• [THE TASK]:
Find every line in the entries that holds the string "Hills" and report it.

=== Section Start ===

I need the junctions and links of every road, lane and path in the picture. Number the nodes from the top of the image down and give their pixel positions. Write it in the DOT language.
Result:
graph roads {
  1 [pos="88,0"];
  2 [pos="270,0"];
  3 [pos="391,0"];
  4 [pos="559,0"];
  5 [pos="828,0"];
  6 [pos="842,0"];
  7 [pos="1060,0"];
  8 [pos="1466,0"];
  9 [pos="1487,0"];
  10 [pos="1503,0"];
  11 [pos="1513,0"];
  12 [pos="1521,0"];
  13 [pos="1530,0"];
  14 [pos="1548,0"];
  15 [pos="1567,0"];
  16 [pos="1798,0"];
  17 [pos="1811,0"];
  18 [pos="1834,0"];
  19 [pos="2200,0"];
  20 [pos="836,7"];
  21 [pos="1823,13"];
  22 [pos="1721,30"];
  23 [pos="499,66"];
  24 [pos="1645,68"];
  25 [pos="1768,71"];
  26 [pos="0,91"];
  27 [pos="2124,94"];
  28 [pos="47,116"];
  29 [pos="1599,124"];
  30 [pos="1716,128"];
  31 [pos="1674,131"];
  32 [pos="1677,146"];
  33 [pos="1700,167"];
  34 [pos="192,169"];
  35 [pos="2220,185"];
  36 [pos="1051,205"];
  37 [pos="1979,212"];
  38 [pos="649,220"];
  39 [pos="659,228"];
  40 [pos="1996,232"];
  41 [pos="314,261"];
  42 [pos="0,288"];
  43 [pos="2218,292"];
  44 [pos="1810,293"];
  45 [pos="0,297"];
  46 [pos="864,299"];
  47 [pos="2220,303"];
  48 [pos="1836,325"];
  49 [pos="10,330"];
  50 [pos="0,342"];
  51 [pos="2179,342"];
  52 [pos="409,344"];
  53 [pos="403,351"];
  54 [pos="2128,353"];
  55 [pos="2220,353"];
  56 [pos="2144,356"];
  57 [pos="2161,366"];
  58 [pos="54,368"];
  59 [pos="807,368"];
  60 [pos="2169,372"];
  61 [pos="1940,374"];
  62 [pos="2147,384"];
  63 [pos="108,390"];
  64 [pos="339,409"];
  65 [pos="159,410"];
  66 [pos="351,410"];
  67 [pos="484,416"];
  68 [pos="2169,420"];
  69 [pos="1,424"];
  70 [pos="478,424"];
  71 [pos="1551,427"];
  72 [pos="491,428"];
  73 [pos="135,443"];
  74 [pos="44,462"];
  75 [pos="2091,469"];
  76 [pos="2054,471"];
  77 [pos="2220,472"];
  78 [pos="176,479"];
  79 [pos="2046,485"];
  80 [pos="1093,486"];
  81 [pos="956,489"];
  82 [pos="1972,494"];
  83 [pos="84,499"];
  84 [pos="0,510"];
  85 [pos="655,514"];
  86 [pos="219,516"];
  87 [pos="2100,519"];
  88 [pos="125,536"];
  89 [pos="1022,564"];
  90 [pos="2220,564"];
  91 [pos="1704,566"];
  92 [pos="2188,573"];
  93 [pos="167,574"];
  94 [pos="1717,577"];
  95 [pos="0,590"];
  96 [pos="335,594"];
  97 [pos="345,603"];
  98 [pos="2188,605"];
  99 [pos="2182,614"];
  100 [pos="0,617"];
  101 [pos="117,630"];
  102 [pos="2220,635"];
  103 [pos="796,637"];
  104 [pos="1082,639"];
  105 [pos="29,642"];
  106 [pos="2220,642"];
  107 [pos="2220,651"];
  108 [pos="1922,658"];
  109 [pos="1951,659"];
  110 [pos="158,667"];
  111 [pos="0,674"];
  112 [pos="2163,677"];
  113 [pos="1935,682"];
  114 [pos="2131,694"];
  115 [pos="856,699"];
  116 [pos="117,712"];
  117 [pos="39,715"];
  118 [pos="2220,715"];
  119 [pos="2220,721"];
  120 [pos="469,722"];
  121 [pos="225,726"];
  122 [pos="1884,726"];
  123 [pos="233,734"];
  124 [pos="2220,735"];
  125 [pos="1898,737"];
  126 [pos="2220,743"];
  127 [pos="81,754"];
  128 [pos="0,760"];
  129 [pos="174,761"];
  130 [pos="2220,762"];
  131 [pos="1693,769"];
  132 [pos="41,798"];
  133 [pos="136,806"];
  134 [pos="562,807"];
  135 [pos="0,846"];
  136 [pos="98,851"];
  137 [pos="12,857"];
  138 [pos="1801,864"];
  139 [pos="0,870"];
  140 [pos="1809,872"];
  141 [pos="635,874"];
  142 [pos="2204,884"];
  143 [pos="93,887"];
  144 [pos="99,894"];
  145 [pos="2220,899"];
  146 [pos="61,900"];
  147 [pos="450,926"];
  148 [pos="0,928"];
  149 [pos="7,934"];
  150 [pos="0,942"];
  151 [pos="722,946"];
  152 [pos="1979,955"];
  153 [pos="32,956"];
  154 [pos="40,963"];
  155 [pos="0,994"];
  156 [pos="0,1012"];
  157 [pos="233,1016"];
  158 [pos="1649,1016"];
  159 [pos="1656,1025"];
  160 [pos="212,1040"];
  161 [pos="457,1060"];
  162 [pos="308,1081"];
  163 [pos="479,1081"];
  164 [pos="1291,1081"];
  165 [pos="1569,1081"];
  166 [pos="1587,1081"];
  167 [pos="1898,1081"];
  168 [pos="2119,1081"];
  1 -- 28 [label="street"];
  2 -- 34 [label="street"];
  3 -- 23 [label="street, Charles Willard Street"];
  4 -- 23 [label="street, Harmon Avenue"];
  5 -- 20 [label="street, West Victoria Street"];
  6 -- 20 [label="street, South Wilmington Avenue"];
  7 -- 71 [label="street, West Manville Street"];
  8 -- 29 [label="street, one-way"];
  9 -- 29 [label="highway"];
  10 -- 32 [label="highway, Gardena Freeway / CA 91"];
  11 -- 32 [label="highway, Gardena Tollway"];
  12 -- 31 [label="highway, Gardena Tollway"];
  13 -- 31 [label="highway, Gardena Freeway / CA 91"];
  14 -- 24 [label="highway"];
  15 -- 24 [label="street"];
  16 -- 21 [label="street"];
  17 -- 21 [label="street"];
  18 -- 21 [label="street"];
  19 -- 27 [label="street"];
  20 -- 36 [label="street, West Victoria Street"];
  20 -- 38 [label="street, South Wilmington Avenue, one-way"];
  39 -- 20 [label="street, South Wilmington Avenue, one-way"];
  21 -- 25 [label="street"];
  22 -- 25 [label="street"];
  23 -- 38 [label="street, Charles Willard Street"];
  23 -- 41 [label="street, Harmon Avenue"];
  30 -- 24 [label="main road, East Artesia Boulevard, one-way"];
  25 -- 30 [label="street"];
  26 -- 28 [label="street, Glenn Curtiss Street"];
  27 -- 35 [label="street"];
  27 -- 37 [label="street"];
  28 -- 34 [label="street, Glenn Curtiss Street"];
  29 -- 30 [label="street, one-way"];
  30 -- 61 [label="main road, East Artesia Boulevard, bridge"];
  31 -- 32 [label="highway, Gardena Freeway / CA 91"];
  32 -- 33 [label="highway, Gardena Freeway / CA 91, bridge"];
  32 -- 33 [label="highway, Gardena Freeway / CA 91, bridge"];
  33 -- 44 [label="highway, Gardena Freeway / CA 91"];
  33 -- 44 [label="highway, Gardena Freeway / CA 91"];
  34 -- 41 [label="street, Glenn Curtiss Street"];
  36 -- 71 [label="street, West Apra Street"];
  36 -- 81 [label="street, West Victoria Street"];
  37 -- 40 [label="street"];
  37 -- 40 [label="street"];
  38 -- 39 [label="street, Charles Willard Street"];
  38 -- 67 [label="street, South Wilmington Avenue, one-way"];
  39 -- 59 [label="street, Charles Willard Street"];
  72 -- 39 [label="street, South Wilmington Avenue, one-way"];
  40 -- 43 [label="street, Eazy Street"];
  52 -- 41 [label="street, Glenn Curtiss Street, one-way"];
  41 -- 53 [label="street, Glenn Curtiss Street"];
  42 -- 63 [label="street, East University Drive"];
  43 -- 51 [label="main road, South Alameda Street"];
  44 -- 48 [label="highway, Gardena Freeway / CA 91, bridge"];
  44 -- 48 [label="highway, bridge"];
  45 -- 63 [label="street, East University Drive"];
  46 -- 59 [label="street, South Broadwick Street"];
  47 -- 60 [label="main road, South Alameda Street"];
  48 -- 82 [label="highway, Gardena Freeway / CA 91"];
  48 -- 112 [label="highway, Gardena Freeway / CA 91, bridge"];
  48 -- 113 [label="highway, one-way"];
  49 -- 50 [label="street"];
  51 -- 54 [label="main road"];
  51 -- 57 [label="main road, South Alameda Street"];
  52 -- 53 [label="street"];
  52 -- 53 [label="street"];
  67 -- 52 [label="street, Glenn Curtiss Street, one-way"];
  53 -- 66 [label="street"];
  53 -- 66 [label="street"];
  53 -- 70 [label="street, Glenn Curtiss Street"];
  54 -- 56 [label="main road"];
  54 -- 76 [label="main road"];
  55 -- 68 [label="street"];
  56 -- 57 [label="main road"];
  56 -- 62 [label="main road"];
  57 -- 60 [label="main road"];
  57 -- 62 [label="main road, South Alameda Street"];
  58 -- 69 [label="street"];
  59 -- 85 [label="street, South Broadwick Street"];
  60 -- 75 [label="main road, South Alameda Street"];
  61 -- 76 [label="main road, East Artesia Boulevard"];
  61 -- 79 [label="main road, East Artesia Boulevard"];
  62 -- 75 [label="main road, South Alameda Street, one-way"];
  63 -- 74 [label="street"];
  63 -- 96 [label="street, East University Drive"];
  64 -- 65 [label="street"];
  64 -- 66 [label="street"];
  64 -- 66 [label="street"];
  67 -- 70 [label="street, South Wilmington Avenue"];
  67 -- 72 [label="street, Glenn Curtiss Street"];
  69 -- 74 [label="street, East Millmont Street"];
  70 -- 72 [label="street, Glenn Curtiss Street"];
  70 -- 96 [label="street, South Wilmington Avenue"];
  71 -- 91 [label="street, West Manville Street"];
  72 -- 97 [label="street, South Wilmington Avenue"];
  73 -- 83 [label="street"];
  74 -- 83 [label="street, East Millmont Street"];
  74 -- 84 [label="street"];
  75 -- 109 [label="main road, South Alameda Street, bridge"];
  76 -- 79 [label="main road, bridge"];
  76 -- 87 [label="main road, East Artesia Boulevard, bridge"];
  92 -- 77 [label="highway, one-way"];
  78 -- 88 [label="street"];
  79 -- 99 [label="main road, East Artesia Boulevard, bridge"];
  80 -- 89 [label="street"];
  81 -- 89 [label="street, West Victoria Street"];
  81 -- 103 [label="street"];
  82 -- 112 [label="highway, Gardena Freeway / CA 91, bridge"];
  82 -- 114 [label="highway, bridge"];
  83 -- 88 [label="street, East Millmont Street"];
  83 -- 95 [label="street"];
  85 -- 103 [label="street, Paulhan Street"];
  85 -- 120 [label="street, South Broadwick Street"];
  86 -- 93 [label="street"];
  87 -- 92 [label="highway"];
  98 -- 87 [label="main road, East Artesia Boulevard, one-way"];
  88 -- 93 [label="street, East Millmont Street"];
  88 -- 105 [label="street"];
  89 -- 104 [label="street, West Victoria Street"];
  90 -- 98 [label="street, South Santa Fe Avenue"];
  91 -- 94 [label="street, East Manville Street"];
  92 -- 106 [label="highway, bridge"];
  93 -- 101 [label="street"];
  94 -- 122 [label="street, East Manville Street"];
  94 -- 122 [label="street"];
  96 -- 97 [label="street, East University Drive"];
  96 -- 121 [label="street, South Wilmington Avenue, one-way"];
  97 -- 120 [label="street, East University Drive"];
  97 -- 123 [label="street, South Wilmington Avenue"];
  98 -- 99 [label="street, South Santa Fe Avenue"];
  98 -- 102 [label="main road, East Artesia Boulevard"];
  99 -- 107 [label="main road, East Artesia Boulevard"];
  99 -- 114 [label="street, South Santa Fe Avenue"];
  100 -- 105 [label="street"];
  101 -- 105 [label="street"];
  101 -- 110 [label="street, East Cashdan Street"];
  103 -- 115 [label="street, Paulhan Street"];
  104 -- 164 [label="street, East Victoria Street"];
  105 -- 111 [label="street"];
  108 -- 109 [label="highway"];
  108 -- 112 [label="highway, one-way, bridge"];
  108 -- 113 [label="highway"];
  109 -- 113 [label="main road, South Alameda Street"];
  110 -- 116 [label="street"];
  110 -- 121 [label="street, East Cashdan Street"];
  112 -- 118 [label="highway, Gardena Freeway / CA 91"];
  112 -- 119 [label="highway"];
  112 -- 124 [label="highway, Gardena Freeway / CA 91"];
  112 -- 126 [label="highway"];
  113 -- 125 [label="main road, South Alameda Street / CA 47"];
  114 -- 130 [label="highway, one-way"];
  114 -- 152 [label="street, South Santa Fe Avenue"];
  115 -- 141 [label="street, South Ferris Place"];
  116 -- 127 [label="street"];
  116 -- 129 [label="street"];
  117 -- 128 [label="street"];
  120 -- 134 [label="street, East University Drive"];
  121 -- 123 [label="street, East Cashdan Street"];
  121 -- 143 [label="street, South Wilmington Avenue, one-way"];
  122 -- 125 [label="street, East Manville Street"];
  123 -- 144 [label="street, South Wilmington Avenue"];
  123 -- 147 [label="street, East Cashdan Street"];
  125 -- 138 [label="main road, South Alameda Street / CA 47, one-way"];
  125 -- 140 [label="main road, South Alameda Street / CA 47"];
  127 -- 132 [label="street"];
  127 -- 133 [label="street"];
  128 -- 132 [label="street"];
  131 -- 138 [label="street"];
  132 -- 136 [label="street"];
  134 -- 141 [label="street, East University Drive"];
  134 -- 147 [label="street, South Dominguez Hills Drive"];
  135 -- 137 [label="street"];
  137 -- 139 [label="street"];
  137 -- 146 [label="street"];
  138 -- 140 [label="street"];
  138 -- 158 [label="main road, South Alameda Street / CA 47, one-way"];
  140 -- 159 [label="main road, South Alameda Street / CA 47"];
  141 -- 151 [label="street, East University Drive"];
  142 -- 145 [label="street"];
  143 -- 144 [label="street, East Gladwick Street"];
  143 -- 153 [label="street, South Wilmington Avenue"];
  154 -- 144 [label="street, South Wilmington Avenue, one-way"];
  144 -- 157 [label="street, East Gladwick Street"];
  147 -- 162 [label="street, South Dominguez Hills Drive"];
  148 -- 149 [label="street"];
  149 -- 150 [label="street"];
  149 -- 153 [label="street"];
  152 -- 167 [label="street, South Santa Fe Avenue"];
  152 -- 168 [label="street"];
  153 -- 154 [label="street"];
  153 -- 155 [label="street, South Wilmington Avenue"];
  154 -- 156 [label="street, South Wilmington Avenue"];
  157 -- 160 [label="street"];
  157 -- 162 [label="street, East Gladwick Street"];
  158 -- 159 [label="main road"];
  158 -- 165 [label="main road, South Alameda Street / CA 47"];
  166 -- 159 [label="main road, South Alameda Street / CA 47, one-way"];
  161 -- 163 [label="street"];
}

=== Section End ===

• [SOLUTION BELOW]:
  134 -- 147 [label="street, South Dominguez Hills Drive"];
  147 -- 162 [label="street, South Dominguez Hills Drive"];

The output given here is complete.